72. From a close reading of the provisions of MMDR Act and the offence defined under Section 378, IPC, it is manifest that the ingredients constituting the offence are different.

The contravention of terms and conditions of mining lease or doing mining activity in violation of Section 4 of the Act is an offence punishable under Section 21 of the MMDR Act, whereas dishonestly removing sand, gravels and other minerals from the river, which is the property of 6 the State, out of State's possession without the consent, constitute an offence of theft. Hence, merely because initiation of proceeding for commission of an offence under the MMDR Act on the basis of complaint cannot and shall not debar the police from taking action against persons for committing theft of sand and minerals in the manner mentioned above by exercising power under the Code of Criminal Procedure and submit a report before the Magistrate for taking cognizance against such person.

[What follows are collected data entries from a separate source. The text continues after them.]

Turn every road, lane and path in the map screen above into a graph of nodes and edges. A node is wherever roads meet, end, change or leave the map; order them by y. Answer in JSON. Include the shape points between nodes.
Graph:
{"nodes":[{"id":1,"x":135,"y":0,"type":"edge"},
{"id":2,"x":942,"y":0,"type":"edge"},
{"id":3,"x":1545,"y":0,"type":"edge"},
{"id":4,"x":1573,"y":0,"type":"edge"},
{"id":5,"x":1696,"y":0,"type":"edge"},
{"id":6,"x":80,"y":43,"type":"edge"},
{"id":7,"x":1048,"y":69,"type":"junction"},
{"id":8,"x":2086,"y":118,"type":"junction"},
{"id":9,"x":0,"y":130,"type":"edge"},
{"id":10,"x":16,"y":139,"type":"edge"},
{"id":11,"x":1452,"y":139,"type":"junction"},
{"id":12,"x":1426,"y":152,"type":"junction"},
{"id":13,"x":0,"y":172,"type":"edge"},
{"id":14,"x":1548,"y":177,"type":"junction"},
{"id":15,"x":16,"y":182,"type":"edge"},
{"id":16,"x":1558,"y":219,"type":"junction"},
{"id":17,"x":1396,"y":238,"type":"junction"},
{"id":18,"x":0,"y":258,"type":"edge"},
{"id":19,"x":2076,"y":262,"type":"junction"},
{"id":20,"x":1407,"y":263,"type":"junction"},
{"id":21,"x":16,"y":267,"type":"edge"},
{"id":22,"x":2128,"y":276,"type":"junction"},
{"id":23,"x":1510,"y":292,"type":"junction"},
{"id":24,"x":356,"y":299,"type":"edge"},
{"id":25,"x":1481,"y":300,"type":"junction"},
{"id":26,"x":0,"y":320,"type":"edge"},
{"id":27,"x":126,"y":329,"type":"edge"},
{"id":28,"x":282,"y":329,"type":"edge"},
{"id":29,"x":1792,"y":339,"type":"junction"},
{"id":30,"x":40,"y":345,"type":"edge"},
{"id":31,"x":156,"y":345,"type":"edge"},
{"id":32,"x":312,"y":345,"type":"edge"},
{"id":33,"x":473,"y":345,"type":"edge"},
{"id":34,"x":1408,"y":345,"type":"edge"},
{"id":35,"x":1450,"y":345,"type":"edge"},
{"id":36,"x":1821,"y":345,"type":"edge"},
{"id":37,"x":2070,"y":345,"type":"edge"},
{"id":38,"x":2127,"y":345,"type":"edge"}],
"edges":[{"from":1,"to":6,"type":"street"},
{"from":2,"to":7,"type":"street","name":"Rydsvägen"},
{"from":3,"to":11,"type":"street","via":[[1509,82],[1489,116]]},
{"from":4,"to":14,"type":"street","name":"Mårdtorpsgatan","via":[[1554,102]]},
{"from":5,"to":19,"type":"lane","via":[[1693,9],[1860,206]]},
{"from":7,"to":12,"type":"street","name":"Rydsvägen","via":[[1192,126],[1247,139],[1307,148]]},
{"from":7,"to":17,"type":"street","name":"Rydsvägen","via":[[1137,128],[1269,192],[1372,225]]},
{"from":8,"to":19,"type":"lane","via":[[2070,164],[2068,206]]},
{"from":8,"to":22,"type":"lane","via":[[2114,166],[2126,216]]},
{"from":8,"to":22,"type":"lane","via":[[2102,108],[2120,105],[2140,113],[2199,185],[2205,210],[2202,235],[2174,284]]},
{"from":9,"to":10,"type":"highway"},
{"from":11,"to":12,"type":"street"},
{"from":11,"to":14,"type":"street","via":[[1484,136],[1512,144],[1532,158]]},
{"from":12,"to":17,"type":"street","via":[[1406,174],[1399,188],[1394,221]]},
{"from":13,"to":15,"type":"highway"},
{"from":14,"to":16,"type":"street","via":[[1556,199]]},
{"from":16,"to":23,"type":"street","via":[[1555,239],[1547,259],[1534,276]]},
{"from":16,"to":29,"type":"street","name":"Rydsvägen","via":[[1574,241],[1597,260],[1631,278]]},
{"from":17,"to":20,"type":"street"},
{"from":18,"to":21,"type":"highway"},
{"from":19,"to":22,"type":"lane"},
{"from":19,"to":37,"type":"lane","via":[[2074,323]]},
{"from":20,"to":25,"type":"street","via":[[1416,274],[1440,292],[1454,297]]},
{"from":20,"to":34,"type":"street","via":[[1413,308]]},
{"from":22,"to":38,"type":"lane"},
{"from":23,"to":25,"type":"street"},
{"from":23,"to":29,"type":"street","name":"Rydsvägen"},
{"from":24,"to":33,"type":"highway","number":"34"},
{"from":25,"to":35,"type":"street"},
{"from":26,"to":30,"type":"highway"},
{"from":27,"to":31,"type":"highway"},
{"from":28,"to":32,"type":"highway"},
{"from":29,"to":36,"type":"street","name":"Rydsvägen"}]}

In other words, in a case where there is a theft of sand and gravels from the Government land, the police can register a case, investigate the same and submit a final report under Section 173, Cr.P.C. before a Magistrate having jurisdiction for the purpose of taking cognizance as provided in Section 190 (1)(d) of the Code of Criminal Procedure.

73. After giving our thoughtful consideration in the matter, in the light of relevant provisions of the Act vis-à-vis the Code of Criminal Procedure and the Indian Penal Code, we are of the definite opinion that the ingredients constituting the offence under the MMDR Act and the ingredients of dishonestly removing sand and gravel from the river beds without consent, which is the property of the State, is a distinct offence under the IPC. Hence, for the commission of offence under Section 378 Cr.P.C., on receipt of the police report, the Magistrate having jurisdiction can take cognizance of the said offence without awaiting the receipt of complaint that may be filed by the authorized officer for taking cognizance in respect of violation of various provisions of the MMRD Act. Consequently the contrary view taken by the different High Courts cannot be sustained in law and, therefore, overruled. Consequently, these criminal appeals are disposed of with a direction to the concerned Magistrates to proceed accordingly.

9. The principal question which arises for consideration in the instant petition is whether the owner of the stone crusher is liable to be punished under Section 379 IPC.

10. In the instant case, applicants are the owners of stone crusher for excavation of 7 minerals on payment of royalty. The allegations made against the applicants in the FIR was that they had committed theft of sand from rivers but it is not a matter of extraction of stone chips from the riverbed but it is the matter of overloading of stone chips purchased from the stone crusher of the applicants on payment of cost, hence offence under Section 379 IPC is not made out against the applicants.

11. Having heard the contentions of learned counsel for the parties and considering the facts and circumstances and the legal proposition as discussed hereinabove, this is a fit case where interference is required under Section 482 Cr.P.C. as no prima facie case is made out against the applicants, therefore, the present criminal miscellaneous application under Section 482 of Cr.P.C. is allowed. Cognizance and summoning order dated 17.02.2020 as well as the entire proceedings of Criminal Case No. 556 of 2020, "State v. Mohan Singh & others" under Sections 379 & 411 IPC, pending in the Court of learned Judicial Magistrate, Nainital are hereby quashed qua the applicants only. Inform the Court concerned accordingly.